*** Input data ***
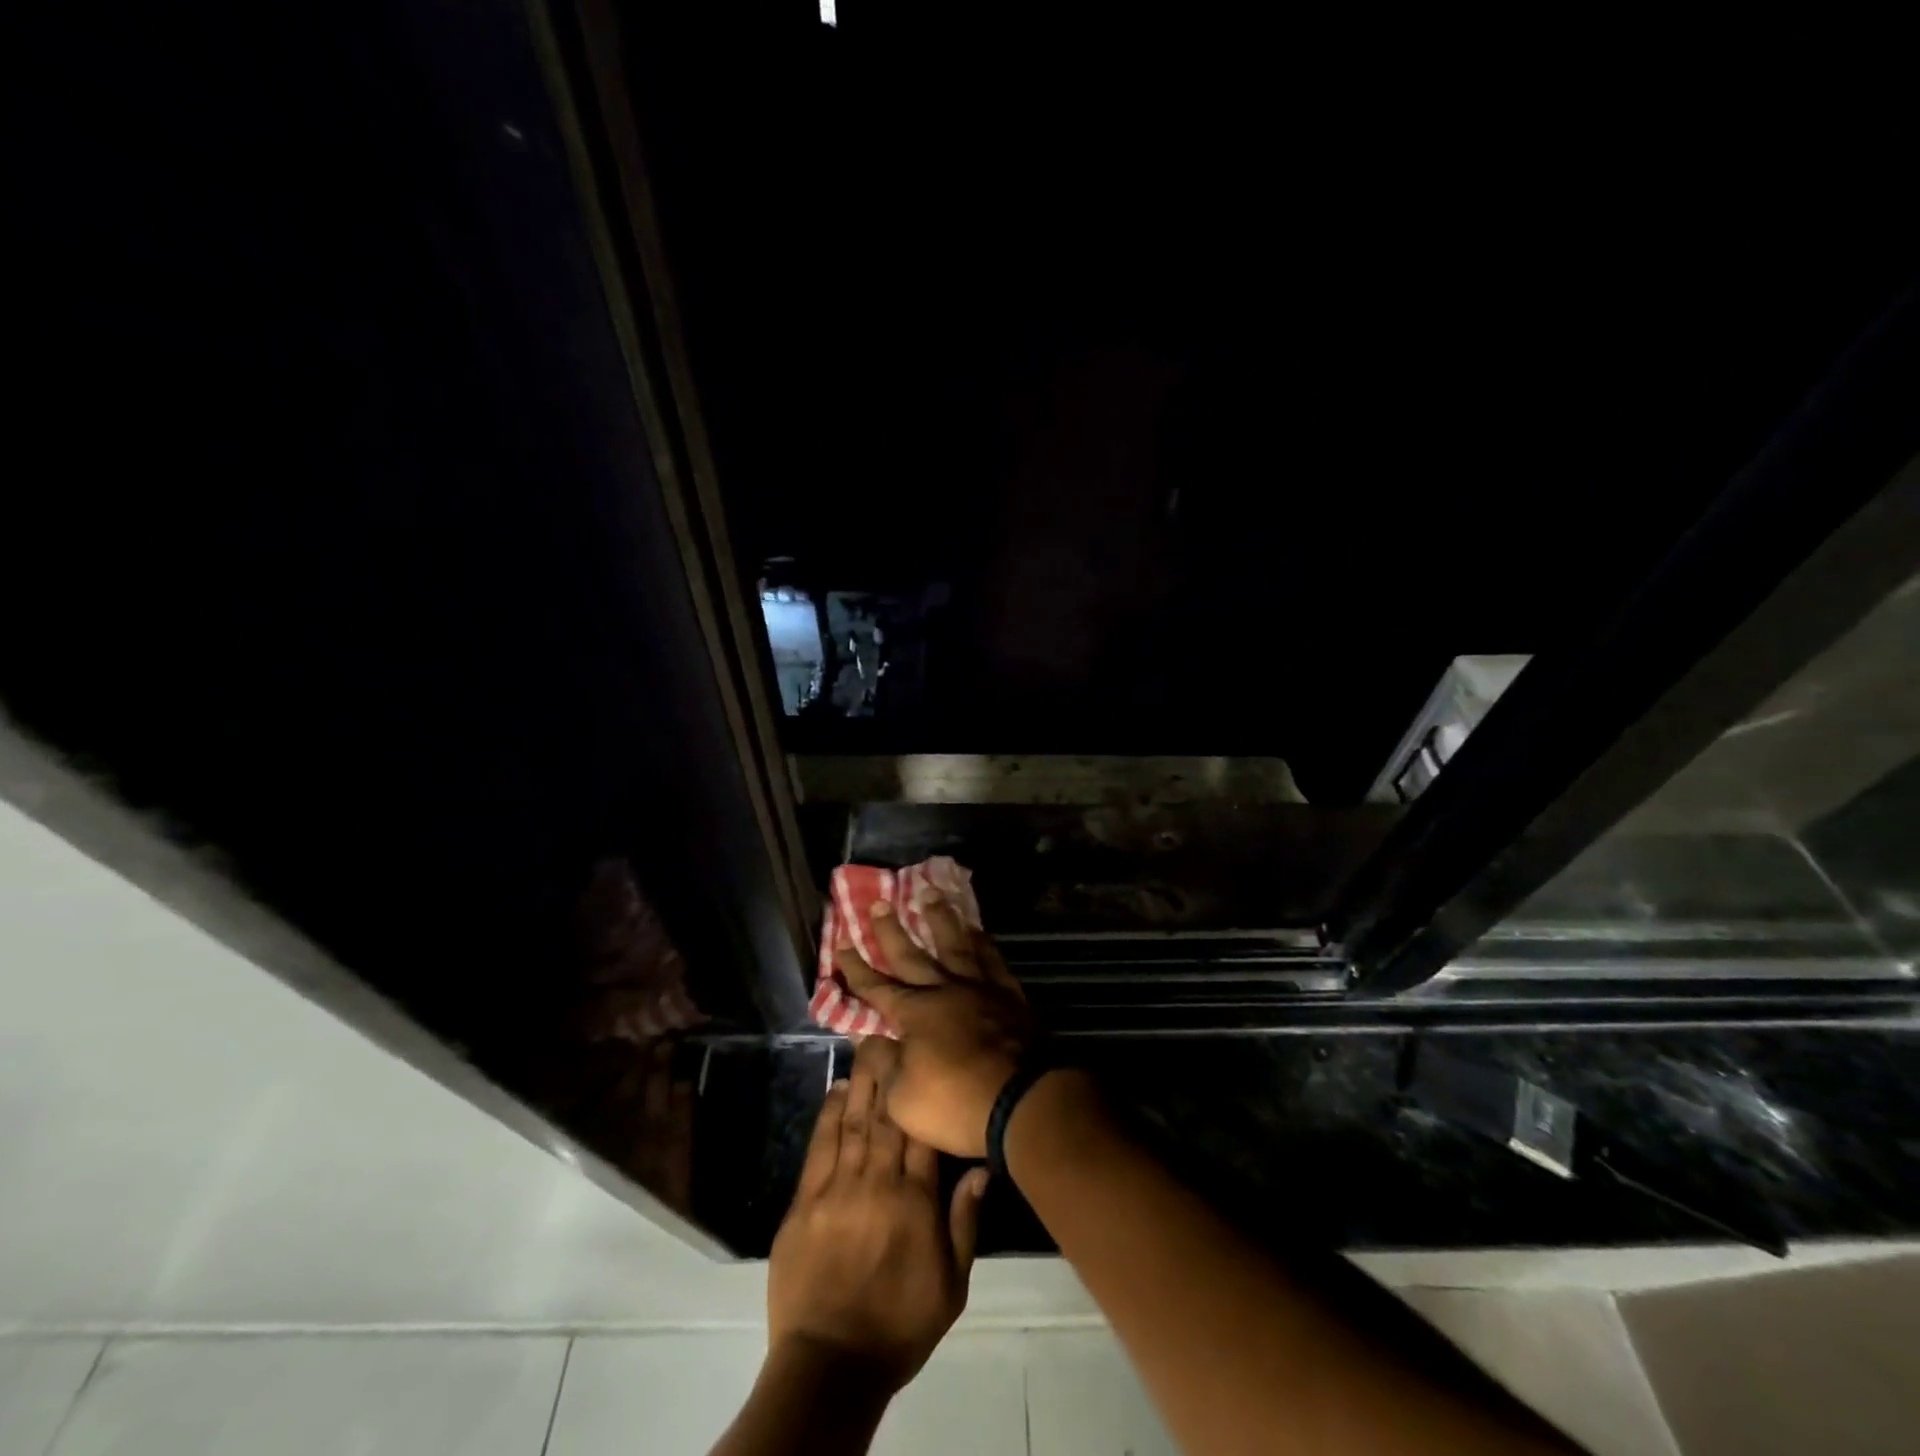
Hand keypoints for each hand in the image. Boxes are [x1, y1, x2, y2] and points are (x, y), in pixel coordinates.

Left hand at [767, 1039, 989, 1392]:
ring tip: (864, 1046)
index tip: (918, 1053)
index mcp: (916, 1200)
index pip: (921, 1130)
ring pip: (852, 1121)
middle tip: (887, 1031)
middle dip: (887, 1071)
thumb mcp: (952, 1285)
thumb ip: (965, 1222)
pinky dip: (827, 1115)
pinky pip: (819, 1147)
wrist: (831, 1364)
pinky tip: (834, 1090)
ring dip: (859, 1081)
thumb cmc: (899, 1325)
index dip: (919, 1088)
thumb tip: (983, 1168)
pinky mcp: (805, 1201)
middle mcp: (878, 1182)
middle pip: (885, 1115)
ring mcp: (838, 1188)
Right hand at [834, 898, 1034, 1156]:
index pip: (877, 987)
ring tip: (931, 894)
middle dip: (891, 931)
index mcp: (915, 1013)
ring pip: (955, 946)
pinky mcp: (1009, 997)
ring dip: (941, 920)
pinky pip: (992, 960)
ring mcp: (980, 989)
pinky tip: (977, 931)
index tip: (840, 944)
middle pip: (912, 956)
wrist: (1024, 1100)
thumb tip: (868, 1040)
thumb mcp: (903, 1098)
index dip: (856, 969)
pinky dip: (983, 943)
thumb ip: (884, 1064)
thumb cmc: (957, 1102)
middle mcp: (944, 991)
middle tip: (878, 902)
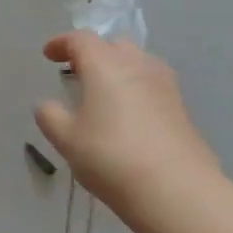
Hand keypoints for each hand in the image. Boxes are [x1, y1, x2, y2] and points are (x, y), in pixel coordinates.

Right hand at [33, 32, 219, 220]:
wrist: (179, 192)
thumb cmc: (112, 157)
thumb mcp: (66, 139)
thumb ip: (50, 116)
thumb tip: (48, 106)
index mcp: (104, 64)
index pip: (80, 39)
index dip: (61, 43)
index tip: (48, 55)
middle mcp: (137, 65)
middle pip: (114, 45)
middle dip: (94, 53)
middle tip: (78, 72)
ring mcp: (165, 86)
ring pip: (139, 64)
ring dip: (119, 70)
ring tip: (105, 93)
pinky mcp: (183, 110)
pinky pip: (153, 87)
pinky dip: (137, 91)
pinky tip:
*** End of Input data ***
*** Input data ***
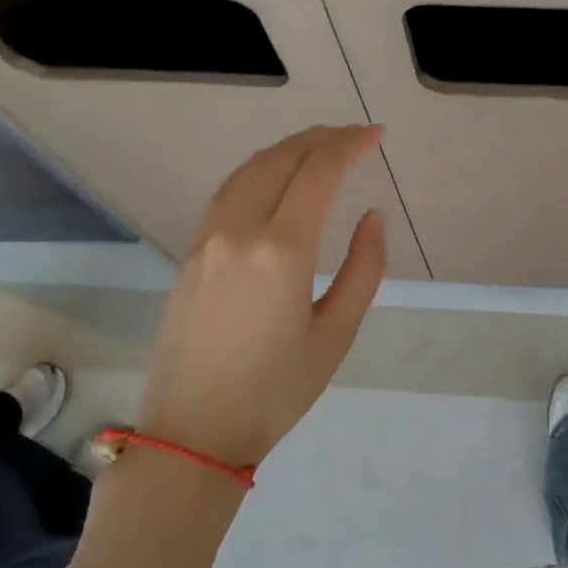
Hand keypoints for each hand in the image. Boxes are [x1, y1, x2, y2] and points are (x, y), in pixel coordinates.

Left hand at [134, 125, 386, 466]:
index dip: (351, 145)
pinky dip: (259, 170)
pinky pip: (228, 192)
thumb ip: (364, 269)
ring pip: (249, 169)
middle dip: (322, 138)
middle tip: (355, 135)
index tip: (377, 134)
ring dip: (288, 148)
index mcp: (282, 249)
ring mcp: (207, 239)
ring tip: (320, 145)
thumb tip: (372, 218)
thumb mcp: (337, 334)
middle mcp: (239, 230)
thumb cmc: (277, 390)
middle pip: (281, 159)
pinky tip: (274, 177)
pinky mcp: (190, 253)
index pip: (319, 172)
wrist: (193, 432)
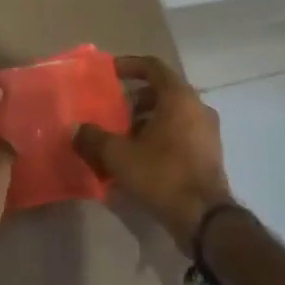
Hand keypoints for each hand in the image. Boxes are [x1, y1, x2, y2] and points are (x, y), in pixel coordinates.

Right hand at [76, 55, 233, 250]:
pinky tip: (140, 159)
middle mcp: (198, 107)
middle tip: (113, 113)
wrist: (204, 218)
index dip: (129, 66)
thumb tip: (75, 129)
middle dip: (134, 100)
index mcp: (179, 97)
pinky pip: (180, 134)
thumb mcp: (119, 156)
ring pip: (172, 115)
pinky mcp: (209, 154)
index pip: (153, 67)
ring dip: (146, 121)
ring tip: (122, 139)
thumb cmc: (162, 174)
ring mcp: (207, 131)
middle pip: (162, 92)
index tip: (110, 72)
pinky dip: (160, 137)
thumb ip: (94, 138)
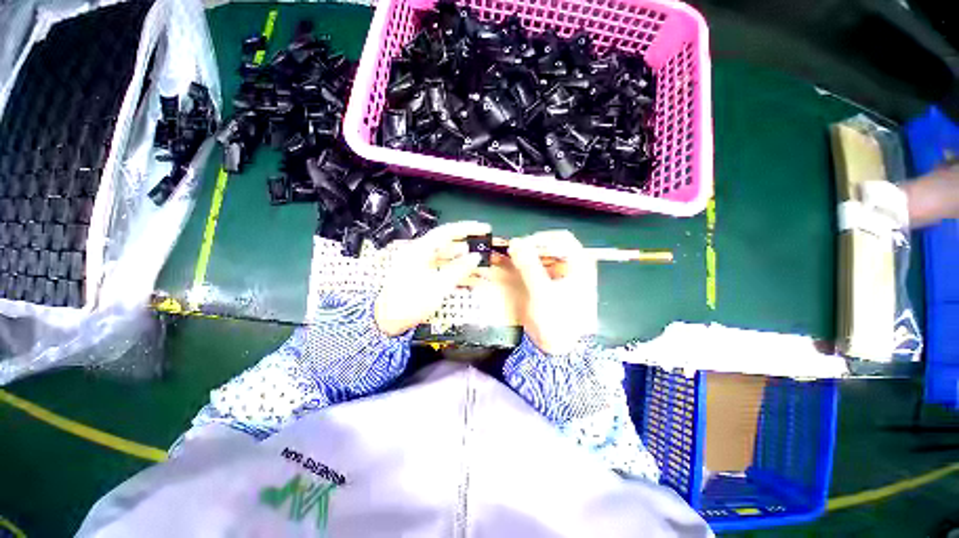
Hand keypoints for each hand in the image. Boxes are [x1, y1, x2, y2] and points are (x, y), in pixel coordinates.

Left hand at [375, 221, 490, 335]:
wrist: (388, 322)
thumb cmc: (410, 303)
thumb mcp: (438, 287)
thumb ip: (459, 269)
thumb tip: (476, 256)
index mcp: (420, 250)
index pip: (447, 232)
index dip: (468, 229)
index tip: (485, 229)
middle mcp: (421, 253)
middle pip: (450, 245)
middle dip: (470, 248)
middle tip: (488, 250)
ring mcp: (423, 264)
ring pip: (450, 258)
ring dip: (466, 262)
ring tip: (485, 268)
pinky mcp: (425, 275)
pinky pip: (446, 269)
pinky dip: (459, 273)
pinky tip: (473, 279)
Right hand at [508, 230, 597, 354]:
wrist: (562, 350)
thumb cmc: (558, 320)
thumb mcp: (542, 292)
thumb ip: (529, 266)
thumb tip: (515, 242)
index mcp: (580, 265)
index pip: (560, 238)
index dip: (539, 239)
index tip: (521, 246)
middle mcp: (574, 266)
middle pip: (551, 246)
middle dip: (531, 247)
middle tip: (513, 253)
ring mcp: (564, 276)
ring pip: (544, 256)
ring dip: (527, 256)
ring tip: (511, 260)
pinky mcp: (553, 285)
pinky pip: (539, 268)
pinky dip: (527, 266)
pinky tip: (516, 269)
*** End of Input data ***
*** Input data ***
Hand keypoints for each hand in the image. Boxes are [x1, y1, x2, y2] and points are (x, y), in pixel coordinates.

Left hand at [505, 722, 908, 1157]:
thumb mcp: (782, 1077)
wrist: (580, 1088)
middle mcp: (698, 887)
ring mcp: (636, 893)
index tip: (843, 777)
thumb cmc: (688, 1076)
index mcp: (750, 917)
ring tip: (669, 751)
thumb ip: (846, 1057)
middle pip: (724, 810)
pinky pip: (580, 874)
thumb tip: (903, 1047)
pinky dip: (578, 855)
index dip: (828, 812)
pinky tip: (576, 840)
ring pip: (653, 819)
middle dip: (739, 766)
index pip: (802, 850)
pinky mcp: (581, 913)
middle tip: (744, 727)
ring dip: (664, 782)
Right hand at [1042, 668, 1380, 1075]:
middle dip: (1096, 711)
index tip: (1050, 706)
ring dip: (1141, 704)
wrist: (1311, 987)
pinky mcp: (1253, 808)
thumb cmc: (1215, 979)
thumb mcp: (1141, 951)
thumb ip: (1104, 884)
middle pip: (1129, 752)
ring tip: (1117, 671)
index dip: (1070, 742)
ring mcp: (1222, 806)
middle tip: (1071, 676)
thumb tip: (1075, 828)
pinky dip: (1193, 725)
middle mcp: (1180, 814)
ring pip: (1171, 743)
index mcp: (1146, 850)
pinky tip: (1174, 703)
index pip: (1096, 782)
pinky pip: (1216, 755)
*** End of Input data ***
### To do
Output should match, line for line, the stretch of the material above from the line holding "pinky pip: (446, 269)" through the line holding "pinky tip: (516, 269)".

### Answer for the task
pinky pip: (446, 269)
pinky dip: (459, 273)
pinky tip: (473, 279)
Right hand at [508, 230, 597, 354]:
wrist: (562, 350)
thumb cmc: (558, 320)
thumb mcp: (542, 292)
thumb ip: (529, 266)
thumb tip: (515, 242)
index mcp: (580, 265)
index pip: (560, 238)
index dip: (539, 239)
index tip: (521, 246)
middle mcp: (574, 266)
middle pip: (551, 246)
middle dip: (531, 247)
middle tip: (513, 253)
ring mcp: (564, 276)
ring pip: (544, 256)
ring dip: (527, 256)
ring tip: (511, 260)
pinky mcp: (553, 285)
pinky pip: (539, 268)
pinky dip: (527, 266)
pinky tip: (516, 269)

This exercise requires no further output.